⟨

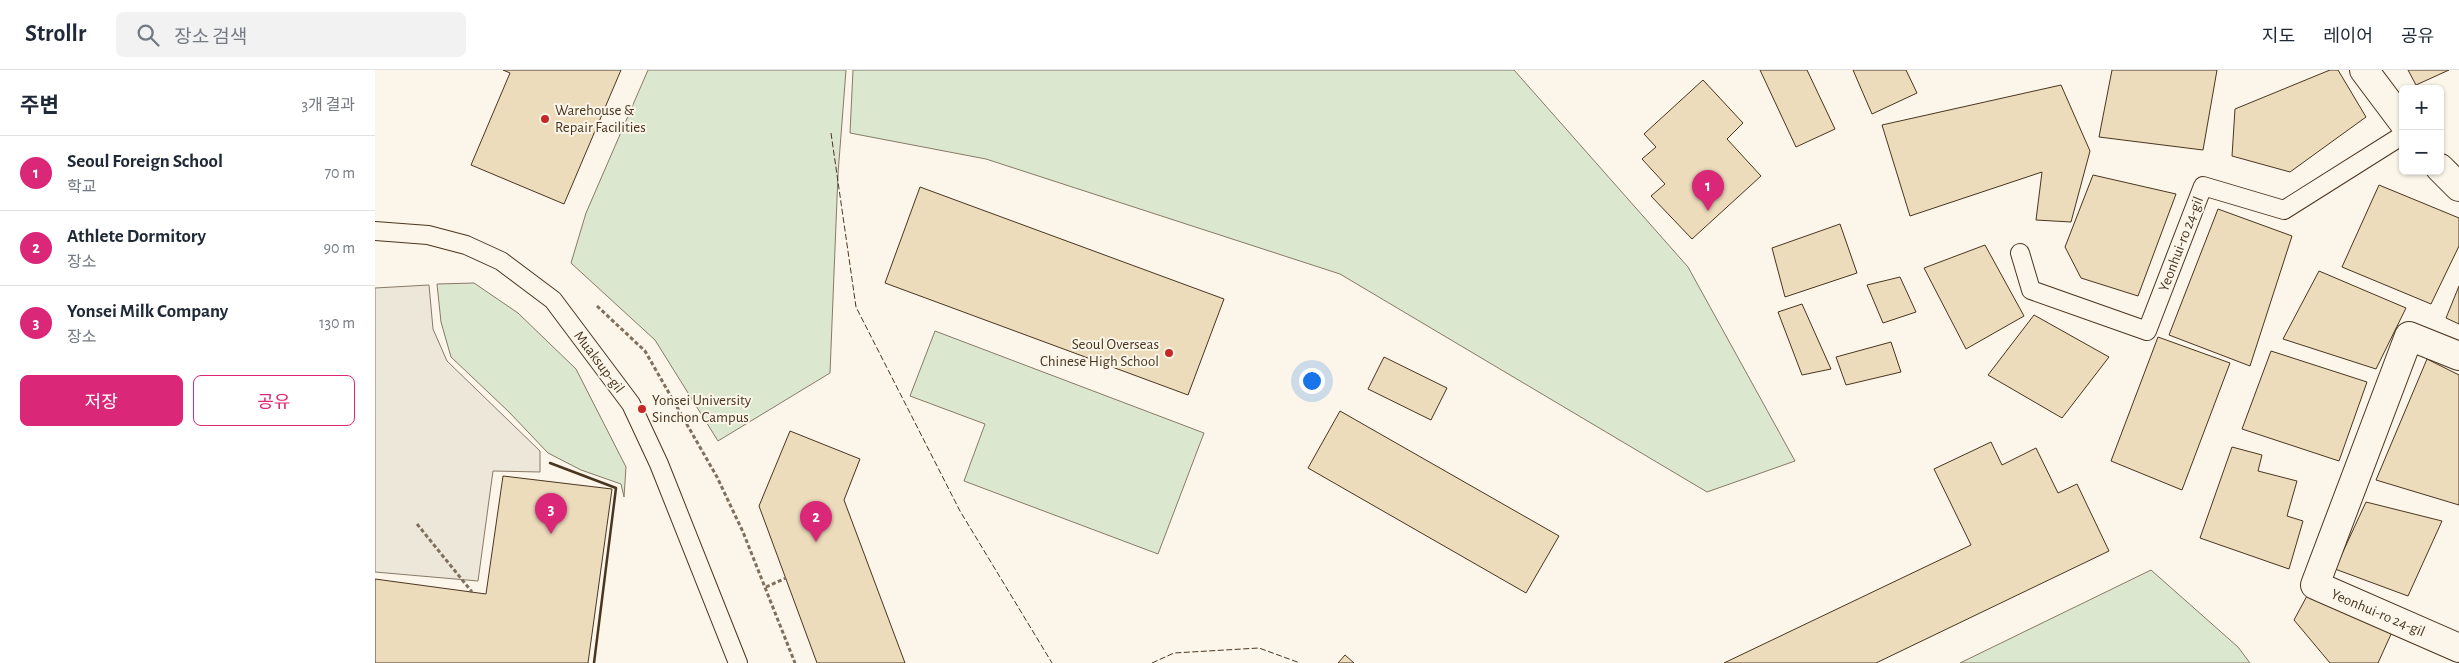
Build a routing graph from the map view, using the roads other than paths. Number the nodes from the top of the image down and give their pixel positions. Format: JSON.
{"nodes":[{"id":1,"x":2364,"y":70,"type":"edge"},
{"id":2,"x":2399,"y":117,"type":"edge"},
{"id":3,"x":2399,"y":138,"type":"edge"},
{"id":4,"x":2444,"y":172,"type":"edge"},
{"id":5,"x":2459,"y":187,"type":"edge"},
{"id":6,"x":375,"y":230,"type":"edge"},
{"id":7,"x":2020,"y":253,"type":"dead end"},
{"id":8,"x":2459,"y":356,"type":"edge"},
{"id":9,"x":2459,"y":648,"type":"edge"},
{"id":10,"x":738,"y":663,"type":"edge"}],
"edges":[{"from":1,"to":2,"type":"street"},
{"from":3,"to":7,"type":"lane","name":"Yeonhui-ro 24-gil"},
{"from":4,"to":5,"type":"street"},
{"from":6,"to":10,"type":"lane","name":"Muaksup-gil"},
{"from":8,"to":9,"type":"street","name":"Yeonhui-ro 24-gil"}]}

⟩

▶ _Work item_
A verbatim copy of the entries, stripped of pictures, should be produced.

▶ _Task result_
Build a routing graph from the map view, using the roads other than paths. Number the nodes from the top of the image down and give their pixel positions. Format: JSON.
{"nodes":[{"id":1,"x":2364,"y":70,"type":"edge"},
{"id":2,"x":2399,"y":117,"type":"edge"},
{"id":3,"x":2399,"y":138,"type":"edge"},
{"id":4,"x":2444,"y":172,"type":"edge"},
{"id":5,"x":2459,"y":187,"type":"edge"},
{"id":6,"x":375,"y":230,"type":"edge"},
{"id":7,"x":2020,"y":253,"type":"dead end"},
{"id":8,"x":2459,"y":356,"type":"edge"},
{"id":9,"x":2459,"y":648,"type":"edge"},
{"id":10,"x":738,"y":663,"type":"edge"}],
"edges":[{"from":1,"to":2,"type":"street"},
{"from":3,"to":7,"type":"lane","name":"Yeonhui-ro 24-gil"},
{"from":4,"to":5,"type":"street"},
{"from":6,"to":10,"type":"lane","name":"Muaksup-gil"},
{"from":8,"to":9,"type":"street","name":"Yeonhui-ro 24-gil"}]}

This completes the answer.